_Directions:_ What you produce should be an exact transcription of the data, minus any pictures.

_Input data:_
------------------------------
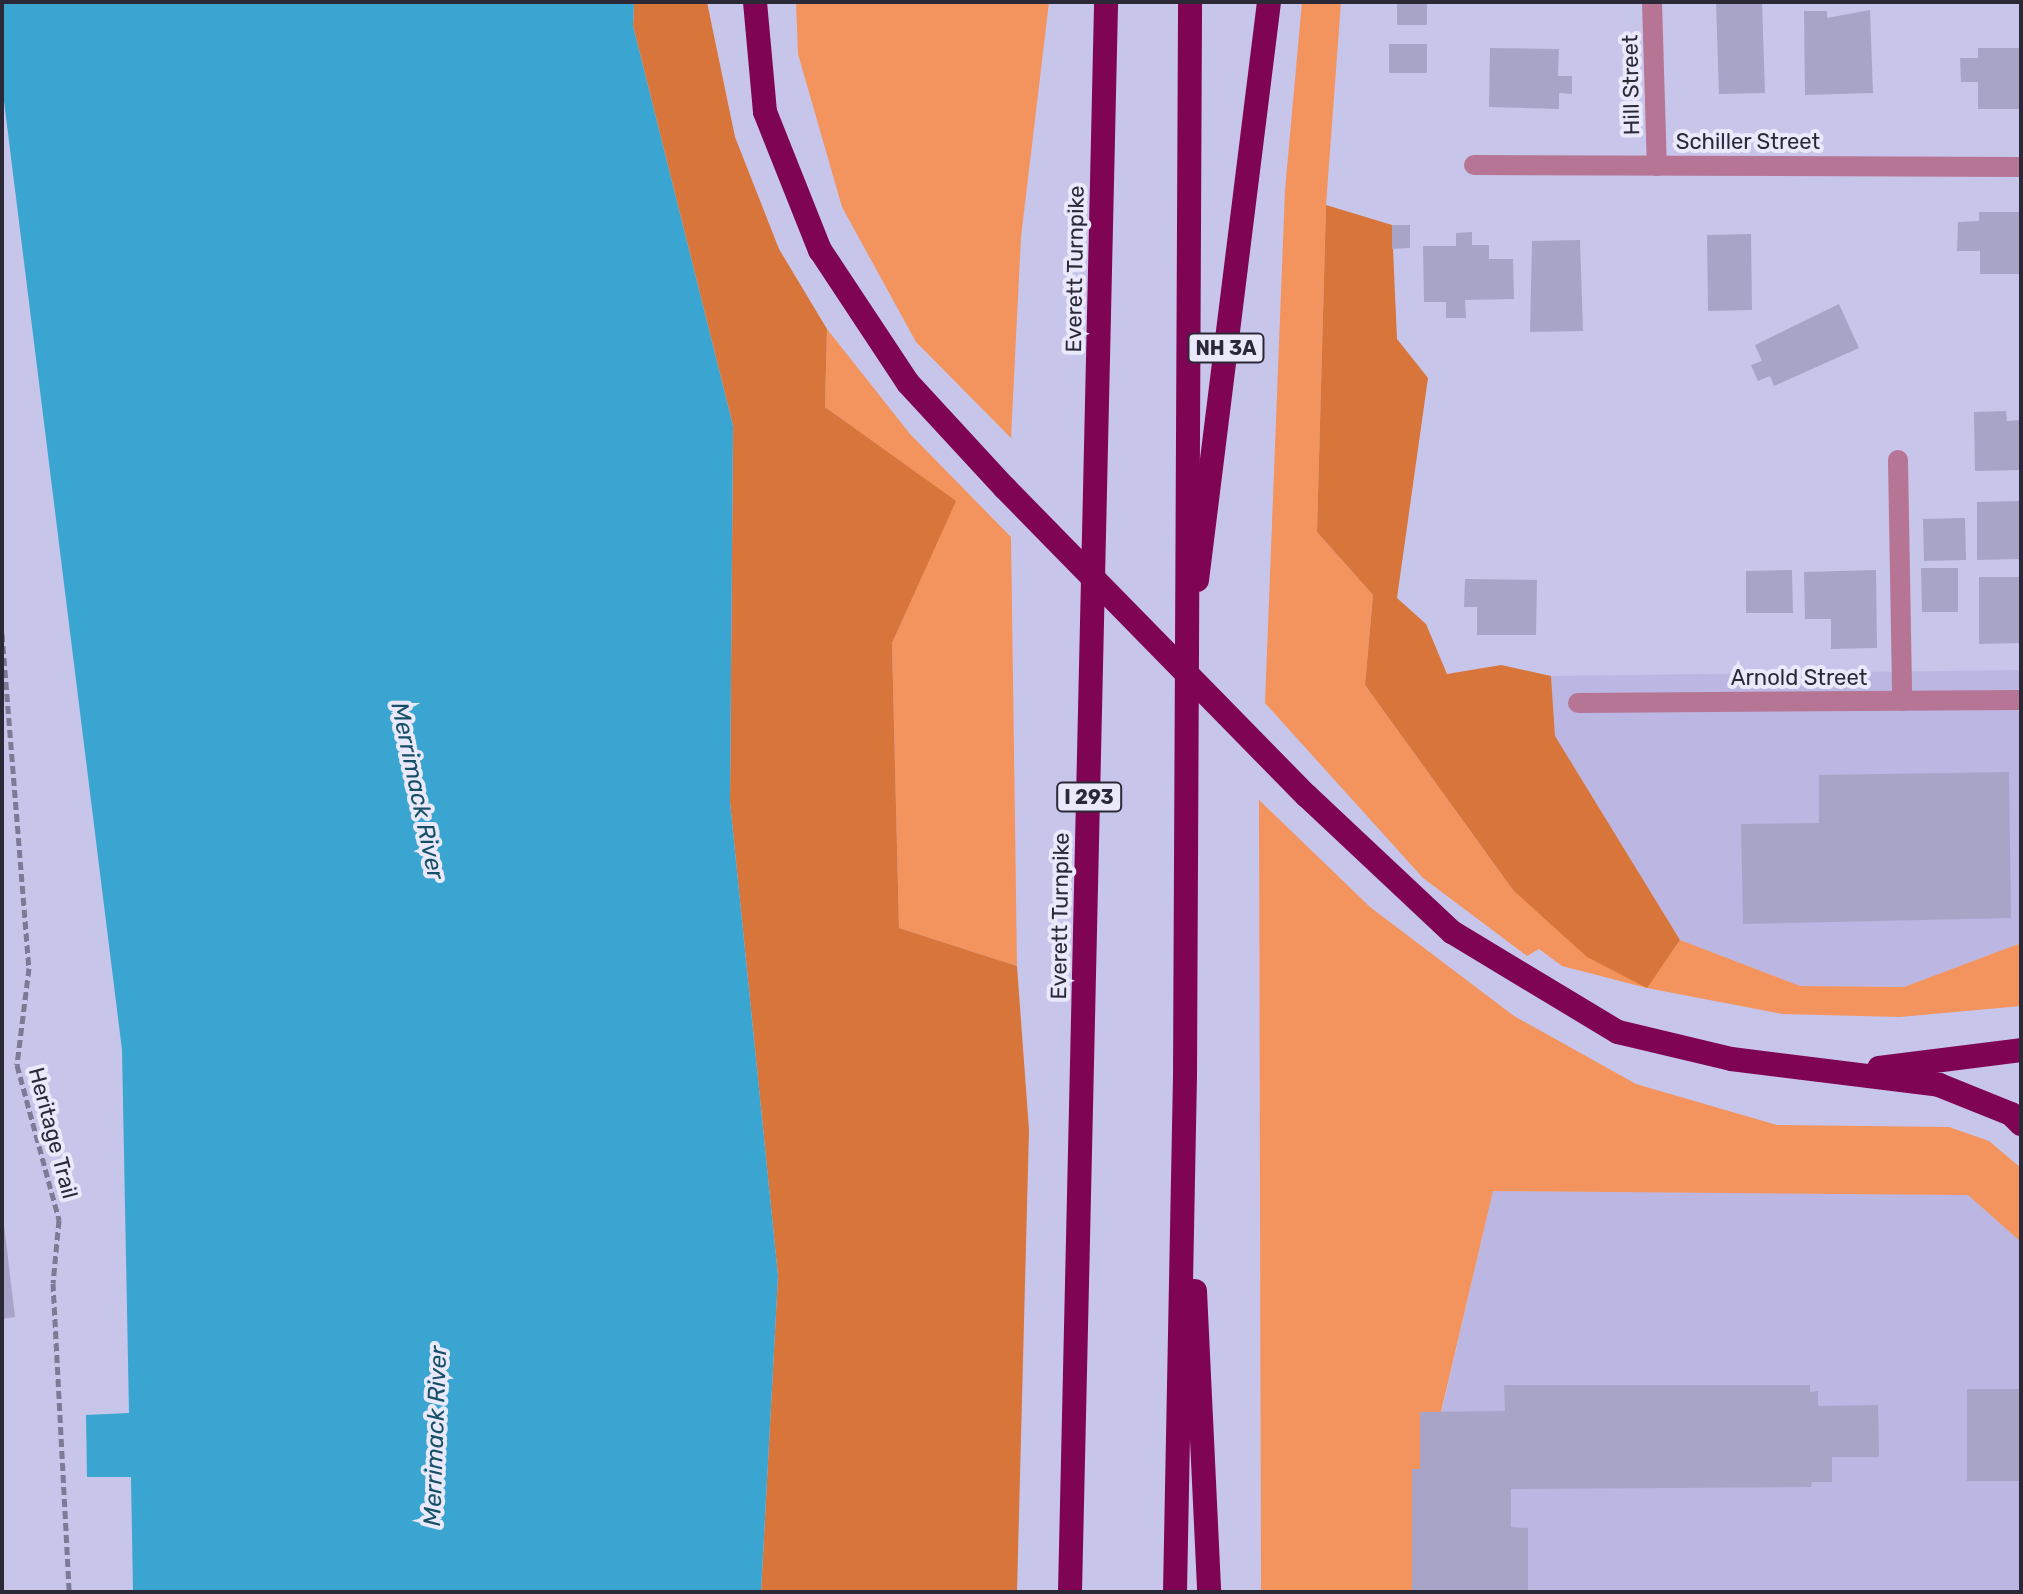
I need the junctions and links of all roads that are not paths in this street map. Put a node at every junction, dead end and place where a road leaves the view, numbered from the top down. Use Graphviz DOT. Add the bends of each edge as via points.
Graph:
graph roads {
  1 [pos="755,2"];
  2 [pos="1106,2"];
  3 [pos="1190,2"];
  4 [pos="1269,2"];
  5 [pos="1652,2"];
  6 [pos="1474,165"];
  7 [pos="1657,166"];
  8 [pos="2021,167"];
  9 [pos="1898,460"];
  10 [pos="1183,694"];
  11 [pos="2021,700"];
  12 [pos="1902,701"];
  13 [pos="1578,703"];
  14 [pos="2021,1050"];
  15 [pos="1853,1072"];
  16 [pos="1185,1075"];
  17 [pos="2021,1124"];
  18 [pos="1070,1592"];
  19 [pos="1175,1592"];
  20 [pos="1209,1592"];
  1 -- 15 [label="highway, bridge" via="765,112 820,250 908,383 1307,796 1452,932 1618,1032 1731,1059"];
  2 -- 18 [label="highway, Everett Turnpike / I 293"];
  3 -- 10 [label="highway"];
  4 -- 10 [label="highway, NH 3A"];
  5 -- 7 [label="street, Hill Street"];
  6 -- 7 [label="street, Schiller Street"];
  7 -- 8 [label="street, Schiller Street"];
  9 -- 12 [label="street"];
  10 -- 16 [label="highway"];
  11 -- 12 [label="street, Arnold Street"];
  12 -- 13 [label="street, Arnold Street"];
  14 -- 15 [label="highway"];
  15 -- 17 [label="highway" via="1939,1085 2011,1114"];
  16 -- 19 [label="highway"];
  16 -- 20 [label="highway"];
}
------------------------------
_Task output:_
I need the junctions and links of all roads that are not paths in this street map. Put a node at every junction, dead end and place where a road leaves the view, numbered from the top down. Use Graphviz DOT. Add the bends of each edge as via points.
Graph:
graph roads {
  1 [pos="755,2"];
  2 [pos="1106,2"];
  3 [pos="1190,2"];
  4 [pos="1269,2"];
  5 [pos="1652,2"];
  6 [pos="1474,165"];
  7 [pos="1657,166"];
  8 [pos="2021,167"];
  9 [pos="1898,460"];
  10 [pos="1183,694"];
  11 [pos="2021,700"];
  12 [pos="1902,701"];
  13 [pos="1578,703"];
  14 [pos="2021,1050"];
  15 [pos="1853,1072"];
  16 [pos="1185,1075"];
  17 [pos="2021,1124"];
  18 [pos="1070,1592"];
  19 [pos="1175,1592"];
  20 [pos="1209,1592"];
  1 -- 15 [label="highway, bridge" via="765,112 820,250 908,383 1307,796 1452,932 1618,1032 1731,1059"];
  2 -- 18 [label="highway, Everett Turnpike / I 293"];
  3 -- 10 [label="highway"];
  4 -- 10 [label="highway, NH 3A"];
  5 -- 7 [label="street, Hill Street"];
  6 -- 7 [label="street, Schiller Street"];
  7 -- 8 [label="street, Schiller Street"];
  9 -- 12 [label="street"];
  10 -- 16 [label="highway"];
  11 -- 12 [label="street, Arnold Street"];
  12 -- 13 [label="street, Arnold Street"];
  14 -- 15 [label="highway"];
  15 -- 17 [label="highway" via="1939,1085 2011,1114"];
  16 -- 19 [label="highway"];
  16 -- 20 [label="highway"];
}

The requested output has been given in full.